By: Nick Coleman and Timothy Riley

The survey is part of a mixed-method evaluation study of Lone Parent Obligations (LPO). Lone Parent Obligations were introduced in November 2008 and since then, based on the age of their youngest child, lone parents have lost entitlement to Income Support solely on the grounds of being a lone parent. From May 2012, the age of the youngest child was lowered to five and over.

The primary aim of the evaluation overall is to explore whether and how lone parent employment interventions provide an effective incentive to look for paid employment, alongside an effective package of support for workless lone parents to enable them to find, enter and sustain paid employment.

The survey aims to understand lone parents’ decision-making around returning to work, and the relationship between decision-making and characteristics, attitudes, values and beliefs; destinations and behaviours; and progress through, and experience of, the LPO ‘journey’. The survey was carried out in two stages, with lone parents with a youngest child of seven or eight when they left Income Support. The first wave was conducted in 2010 while lone parents were still on Income Support. This second, follow-up survey took place between February and April 2012, around one year after lone parents’ eligibility for Income Support had ended. In this survey, 1,088 face-to-face interviews were conducted with lone parents.

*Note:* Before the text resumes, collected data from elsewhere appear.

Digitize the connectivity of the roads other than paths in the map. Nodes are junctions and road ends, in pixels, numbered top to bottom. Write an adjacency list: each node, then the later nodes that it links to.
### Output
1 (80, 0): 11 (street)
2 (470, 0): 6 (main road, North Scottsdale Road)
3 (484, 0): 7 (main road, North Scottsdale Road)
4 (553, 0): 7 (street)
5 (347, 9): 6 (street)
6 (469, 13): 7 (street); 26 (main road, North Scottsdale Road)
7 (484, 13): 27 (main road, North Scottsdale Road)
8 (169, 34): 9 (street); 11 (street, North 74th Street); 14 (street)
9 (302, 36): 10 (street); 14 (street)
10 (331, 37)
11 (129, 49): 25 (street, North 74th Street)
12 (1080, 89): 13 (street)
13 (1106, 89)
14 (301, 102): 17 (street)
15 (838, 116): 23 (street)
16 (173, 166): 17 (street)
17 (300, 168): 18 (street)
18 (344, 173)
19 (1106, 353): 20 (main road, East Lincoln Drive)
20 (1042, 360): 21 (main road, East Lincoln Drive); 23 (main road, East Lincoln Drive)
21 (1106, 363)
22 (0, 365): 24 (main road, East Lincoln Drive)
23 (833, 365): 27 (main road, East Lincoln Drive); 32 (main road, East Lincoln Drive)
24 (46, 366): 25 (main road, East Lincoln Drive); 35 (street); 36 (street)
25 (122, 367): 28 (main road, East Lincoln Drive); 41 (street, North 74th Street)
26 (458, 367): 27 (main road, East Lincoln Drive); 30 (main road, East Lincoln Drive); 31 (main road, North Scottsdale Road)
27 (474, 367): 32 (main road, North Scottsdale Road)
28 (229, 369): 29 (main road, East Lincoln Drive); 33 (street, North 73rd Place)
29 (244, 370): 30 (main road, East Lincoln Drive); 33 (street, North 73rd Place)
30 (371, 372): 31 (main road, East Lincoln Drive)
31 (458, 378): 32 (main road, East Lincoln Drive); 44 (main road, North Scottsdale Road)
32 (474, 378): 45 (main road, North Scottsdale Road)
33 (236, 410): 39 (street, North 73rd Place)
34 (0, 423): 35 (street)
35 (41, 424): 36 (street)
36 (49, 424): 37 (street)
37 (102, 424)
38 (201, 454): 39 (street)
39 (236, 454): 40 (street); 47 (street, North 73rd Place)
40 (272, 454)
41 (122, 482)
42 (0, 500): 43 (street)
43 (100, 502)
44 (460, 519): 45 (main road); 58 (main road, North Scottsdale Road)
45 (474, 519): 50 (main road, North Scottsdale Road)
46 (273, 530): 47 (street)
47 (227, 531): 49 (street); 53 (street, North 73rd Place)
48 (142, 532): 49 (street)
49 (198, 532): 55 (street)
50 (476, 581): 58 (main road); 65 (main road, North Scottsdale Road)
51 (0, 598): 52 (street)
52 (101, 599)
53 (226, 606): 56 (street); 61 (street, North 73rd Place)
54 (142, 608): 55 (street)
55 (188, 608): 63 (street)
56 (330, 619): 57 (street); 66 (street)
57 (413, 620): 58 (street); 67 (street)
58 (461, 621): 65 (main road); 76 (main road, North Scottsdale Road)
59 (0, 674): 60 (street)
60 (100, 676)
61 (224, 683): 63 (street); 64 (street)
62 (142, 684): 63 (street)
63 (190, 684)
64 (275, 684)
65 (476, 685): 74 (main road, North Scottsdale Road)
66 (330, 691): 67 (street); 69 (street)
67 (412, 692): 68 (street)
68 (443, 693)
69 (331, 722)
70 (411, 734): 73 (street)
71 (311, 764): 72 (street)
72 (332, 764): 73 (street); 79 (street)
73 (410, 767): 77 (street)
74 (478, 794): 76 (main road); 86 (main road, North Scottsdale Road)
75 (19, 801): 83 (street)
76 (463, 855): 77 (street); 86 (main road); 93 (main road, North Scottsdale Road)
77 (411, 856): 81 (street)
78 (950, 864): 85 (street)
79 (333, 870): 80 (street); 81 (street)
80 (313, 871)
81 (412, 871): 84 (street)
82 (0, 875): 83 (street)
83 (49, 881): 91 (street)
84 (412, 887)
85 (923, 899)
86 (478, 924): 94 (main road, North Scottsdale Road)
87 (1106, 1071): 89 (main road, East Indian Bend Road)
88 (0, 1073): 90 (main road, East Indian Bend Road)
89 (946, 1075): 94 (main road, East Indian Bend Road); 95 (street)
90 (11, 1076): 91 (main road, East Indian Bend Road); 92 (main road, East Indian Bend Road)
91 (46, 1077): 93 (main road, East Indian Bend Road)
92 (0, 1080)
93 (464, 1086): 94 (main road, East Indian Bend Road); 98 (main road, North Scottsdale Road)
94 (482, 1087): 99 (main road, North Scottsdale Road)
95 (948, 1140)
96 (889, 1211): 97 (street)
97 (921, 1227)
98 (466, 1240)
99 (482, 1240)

Other elements of the evaluation include:

  • three waves of published qualitative research
  • Lone Parent Obligations: early findings of implementation as well as experiences of the Income Support and Jobseeker’s Allowance regimes, by Gloster et al, DWP Research Report number 645, 2010
  • Lone Parent Obligations: destinations of lone parents after Income Support eligibility ends, Casebourne et al, DWP Research Report number 710, 2010
  • Lone Parent Obligations: work, childcare and the Jobseeker’s Allowance regime, Lane et al, DWP Research Report number 782, 2011
  • an assessment of the impact of LPO, particularly in terms of movement off benefit and into work, which is due to be published in spring 2013.

The Department for Work and Pensions has used the research from the evaluation to inform policy development for lone parents, which included the subsequent extension of LPO to lone parents with a youngest child aged five and over. We are also using the findings to ensure that lone parents get the support they need when they move off Income Support on to either Jobseeker’s Allowance or Employment and Support Allowance. This has included:

  • Refreshing, re-issuing and re-enforcing messages and information on lone parents for Jobcentre Plus advisers. Communication has recently been re-issued, signposting advisers to the information available to them to support lone parents with their jobsearch, so that it can be tailored to their individual needs.
  • Reviewing what further information may be needed for advisers on lone parents, particularly as we move towards the introduction of Universal Credit.
  • Considering further the information available on childcare both to advisers and parents. We are working to improve access to information on childcare and are exploring the best options for delivery.